Many times I teach students content, and I do believe that they know the content. However, when given test questions, they cannot demonstrate their knowledge. So frustrating! I have tried a lot of different strategies to be help them be more successful with mixed results.
What’s the problem?
A few years ago I did an analysis of previous records and test scores to find out what could predict success on these type of test questions. The strongest predictor — reading scores! Especially if you work with students (as I do) who are often reading below grade level, their reading really impedes their understanding of the questions and their ability to answer them. Much of this difficulty is not due to content vocabulary (which we are often teaching), but due to Tier 2 Vocabulary. We need to start explicitly teaching Tier 2 Vocabulary.
What is Tier 2 Vocabulary?
Here is a good definition of Tier 2 vocabulary “Tier two consists of high frequency words that occur across a variety of domains. That is, these words occur often in mature language situations such as adult conversations and literature, and therefore strongly influence speaking and reading.” it comes from this site, which has a good handout on the vocabulary tiers. Another resource is available here, which has great lists of suggested tier 2 vocabulary by grade level. It includes words such as: abrasion, specific, universal, evidence, and many others.
What Should I Do About it?
These Tier 2 Vocabulary terms need to be explicitly taught. Students need to realize that these words are important, and they need to practice using them. There are numerous ways to do this, but here are three simple methods that I used
Explicitly teach the tier two vocabulary words. I did an action research project (explained more thoroughly here) where I chose about 5-10 terms per week. I gave the terms a few at a time for bellwork throughout the week.
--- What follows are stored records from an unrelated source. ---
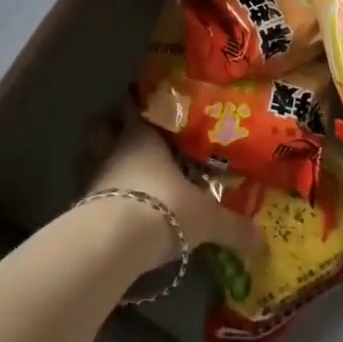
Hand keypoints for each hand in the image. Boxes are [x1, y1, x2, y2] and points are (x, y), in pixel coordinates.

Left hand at [82, 109, 261, 265]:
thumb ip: (233, 227)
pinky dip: (93, 192)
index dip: (137, 101)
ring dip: (96, 157)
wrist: (113, 242)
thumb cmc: (163, 208)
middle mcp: (113, 149)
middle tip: (122, 130)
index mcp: (143, 137)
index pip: (135, 107)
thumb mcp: (206, 219)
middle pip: (102, 126)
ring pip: (88, 154)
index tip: (142, 98)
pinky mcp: (79, 206)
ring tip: (112, 166)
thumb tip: (263, 242)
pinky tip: (107, 204)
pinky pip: (85, 189)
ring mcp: (92, 176)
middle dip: (109, 125)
I first had students infer the meaning of the terms, either through sentences written specifically for that purpose or through pictures. Then I had them use them in a sentence, match with the definitions, etc. At the end of the week we had a quiz on all 10. There was marked improvement. There was also improvement in students’ confidence levels, which is so important.
Some of this explicit instruction can be done at home. Students can practice with these sentences for homework, either mixed with content vocabulary or on their own. In this case students would have to be given the terms and definitions (to make sure that they are working with the definitions you want them to have). Then they could do various things with these terms on their own, at home. One of my favorites strategies is to use a vocabulary menu (or a similar strategy is a tic-tac-toe board), which gives students some choice over their homework.
A third way to use these vocabulary words in class, and to increase student comprehension level, as well as to see the connection and importance of this lesson is to tie it directly to test questions. You could give students questions that have these keywords, and have them infer what the words mean, or even re-write the question into their own words, to practice with inferring meaning and interpreting the question. Alternatively, students could write their own questions (and answers) using either a word bank of content words and tier 2 vocabulary, or using sentence stems (including tier 2 vocabulary). To really learn and understand the vocabulary, it is critical that students practice USING the vocabulary themselves.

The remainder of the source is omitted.